## Task objective
Only the pictures are dropped; the lines of the material that follow are returned exactly.

## Supplied entries
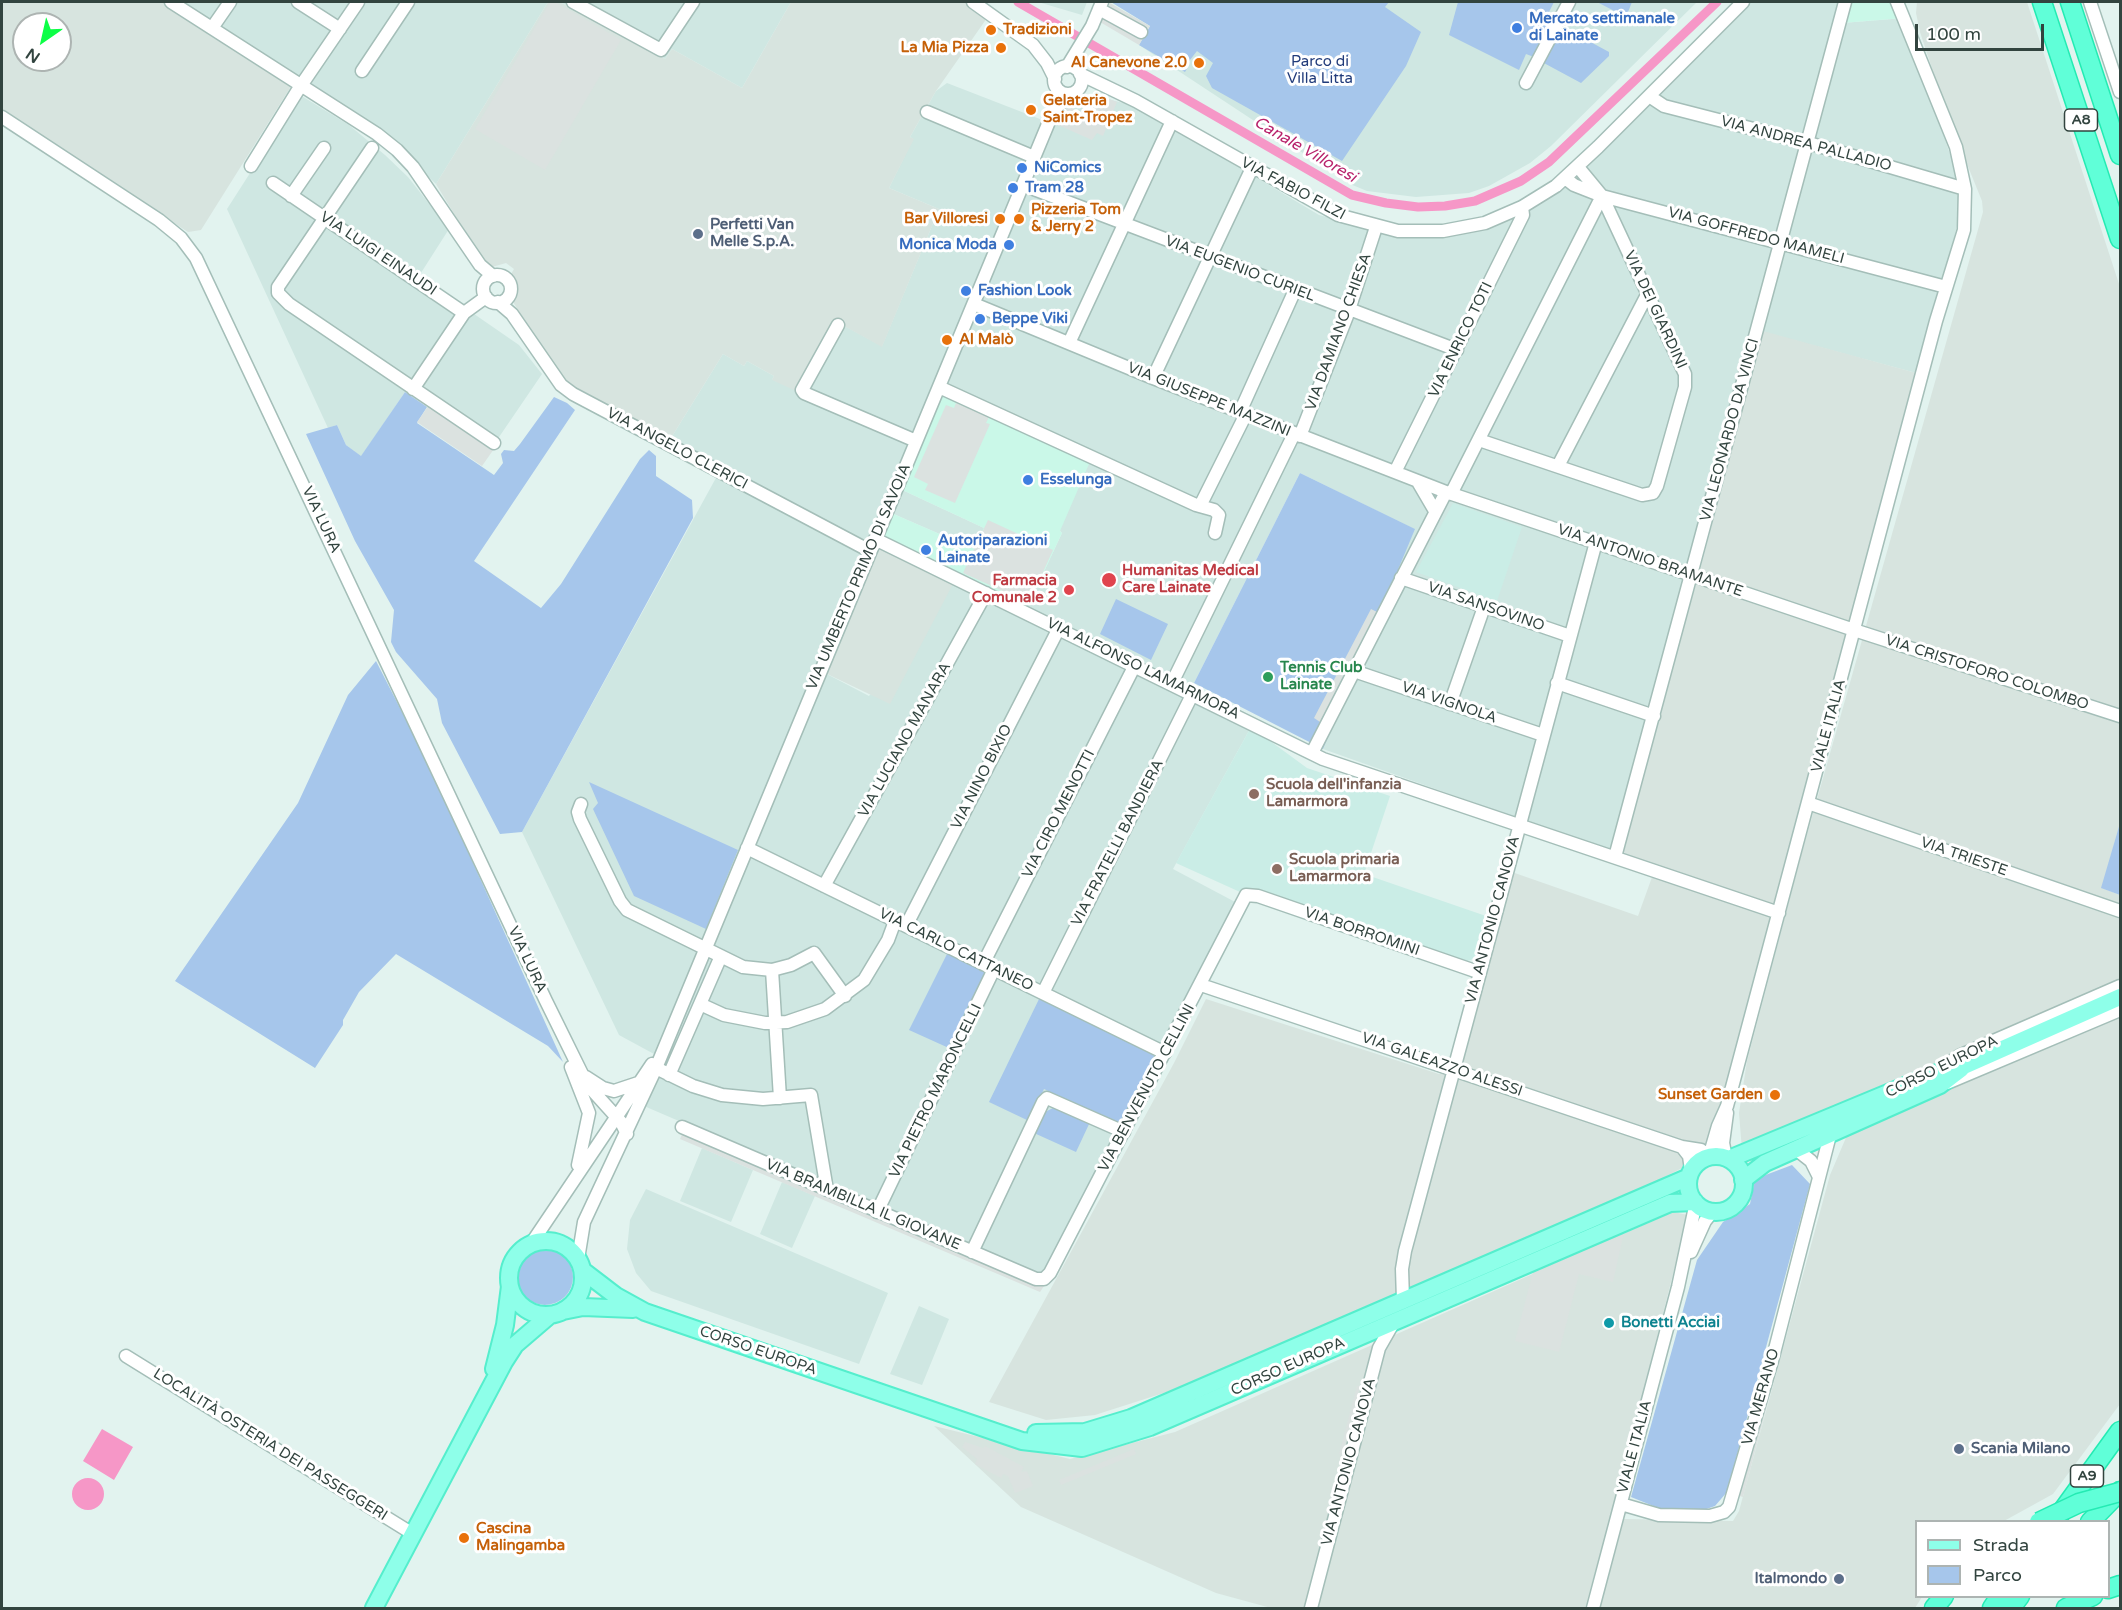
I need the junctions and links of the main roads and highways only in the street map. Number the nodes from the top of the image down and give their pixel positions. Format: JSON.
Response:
{"nodes":[{"id":1,"x":2042,"y":2,"type":"edge"},
{"id":2,"x":2070,"y":2,"type":"edge"},
{"id":3,"x":2121,"y":155,"type":"edge"},
{"id":4,"x":2121,"y":239,"type":"edge"},
{"id":5,"x":2121,"y":997,"type":"edge"},
{"id":6,"x":1937,"y":1079,"type":"junction"},
{"id":7,"x":1718,"y":1158,"type":"junction"},
{"id":8,"x":1690,"y":1174,"type":"junction"},
{"id":9,"x":1743,"y":1180,"type":"junction"},
{"id":10,"x":1695,"y":1202,"type":"junction"},
{"id":11,"x":580,"y":1264,"type":"junction"},
{"id":12,"x":510,"y":1286,"type":"junction"},
{"id":13,"x":645,"y":1312,"type":"junction"},
{"id":14,"x":556,"y":1313,"type":"junction"},
{"id":15,"x":872,"y":1389,"type":"junction"},
{"id":16,"x":488,"y":1392,"type":"junction"},
{"id":17,"x":2121,"y":1431,"type":"edge"},
{"id":18,"x":2121,"y":1491,"type":"edge"},
{"id":19,"x":2041,"y":1520,"type":"edge"},
{"id":20,"x":2055,"y":1520,"type":"edge"},
{"id":21,"x":2091,"y":1520,"type":"edge"},
{"id":22,"x":2088,"y":1598,"type":"edge"},
{"id":23,"x":374,"y":1608,"type":"edge"},
{"id":24,"x":2066,"y":1608,"type":"edge"}],
"edges":[{"from":1,"to":4,"type":"highway","number":"A8"},
{"from":2,"to":3,"type":"highway","number":"A8"},
{"from":5,"to":6,"type":"main road"},
{"from":6,"to":7,"type":"main road","name":"CORSO EUROPA"},
{"from":6,"to":9,"type":"main road","name":"CORSO EUROPA"},
{"from":7,"to":8,"type":"main road"},
{"from":7,"to":9,"type":"main road"},
{"from":8,"to":10,"type":"main road"},
{"from":8,"to":15,"type":"main road","name":"CORSO EUROPA"},
{"from":9,"to":10,"type":"main road"},
{"from":10,"to":15,"type":"main road","name":"CORSO EUROPA"},
{"from":11,"to":12,"type":"main road"},
{"from":11,"to":13,"type":"main road","name":"CORSO EUROPA"},
{"from":11,"to":14,"type":"main road"},
{"from":12,"to":14,"type":"main road"},
{"from":12,"to":16,"type":"main road"},
{"from":13,"to":14,"type":"main road","name":"CORSO EUROPA"},
{"from":13,"to":15,"type":"main road","name":"CORSO EUROPA"},
{"from":14,"to":16,"type":"main road"},
{"from":16,"to":23,"type":"main road"},
{"from":17,"to":20,"type":"highway","number":"A9"},
{"from":18,"to":19,"type":"highway","number":"A9","bridge":true},
{"from":18,"to":21,"type":"highway","number":"A9"},
{"from":22,"to":24,"type":"highway"}]}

## Expected output
I need the junctions and links of the main roads and highways only in the street map. Number the nodes from the top of the image down and give their pixel positions. Format: JSON.
Response:
{"nodes":[{"id":1,"x":2042,"y":2,"type":"edge"},
{"id":2,"x":2070,"y":2,"type":"edge"},
{"id":3,"x":2121,"y":155,"type":"edge"},
{"id":4,"x":2121,"y":239,"type":"edge"},
{"id":5,"x":2121,"y":997,"type":"edge"},
{"id":6,"x":1937,"y":1079,"type":"junction"},
{"id":7,"x":1718,"y":1158,"type":"junction"},
{"id":8,"x":1690,"y":1174,"type":"junction"},
{"id":9,"x":1743,"y":1180,"type":"junction"},
{"id":10,"x":1695,"y":1202,"type":"junction"},
{"id":11,"x":580,"y":1264,"type":"junction"},
{"id":12,"x":510,"y":1286,"type":"junction"},
{"id":13,"x":645,"y":1312,"type":"junction"},
{"id":14,"x":556,"y":1313,"type":"junction"},
{"id":15,"x":872,"y":1389,"type":"junction"},
{"id":16,"x":488,"y":1392,"type":"junction"},
{"id":17,"x":2121,"y":1431,"type":"edge"},
{"id":18,"x":2121,"y":1491,"type":"edge"},
{"id":19,"x":2041,"y":1520,"type":"edge"},
{"id":20,"x":2055,"y":1520,"type":"edge"},
{"id":21,"x":2091,"y":1520,"type":"edge"},
{"id":22,"x":2088,"y":1598,"type":"edge"},
{"id":23,"x":374,"y":1608,"type":"edge"},
{"id":24,"x":2066,"y":1608,"type":"edge"}],
"edges":[{"from":1,"to":4,"type":"highway","number":"A8"},
{"from":2,"to":3,"type":"highway","number":"A8"},
{"from":5,"to":6,"type":"main road"},
{"from":6,"to":7,"type":"main road","name":"CORSO EUROPA"},
{"from":6,"to":9,"type":"main road","name":"CORSO EUROPA"},
{"from":7,"to":8,"type":"main road"},
{"from":7,"to":9,"type":"main road"},
{"from":8,"to":10,"type":"main road"},
{"from":8,"to":15,"type":"main road","name":"CORSO EUROPA"},
{"from":9,"to":10,"type":"main road"},
{"from":10,"to":15,"type":"main road","name":"CORSO EUROPA"},
{"from":11,"to":12,"type":"main road"},
{"from":11,"to":13,"type":"main road","name":"CORSO EUROPA"},
{"from":11,"to":14,"type":"main road"},
{"from":12,"to":14,"type":"main road"},
{"from":12,"to":16,"type":"main road"},
{"from":13,"to":14,"type":"main road","name":"CORSO EUROPA"},
{"from":13,"to":15,"type":"main road","name":"CORSO EUROPA"},
{"from":14,"to":16,"type":"main road"},
{"from":16,"to":23,"type":"main road"},
{"from":17,"to":20,"type":"highway","number":"A9"},
{"from":18,"to":19,"type":"highway","number":"A9","bridge":true},
{"from":18,"to":21,"type":"highway","number":"A9"},
{"from":22,"to":24,"type":"highway"}]}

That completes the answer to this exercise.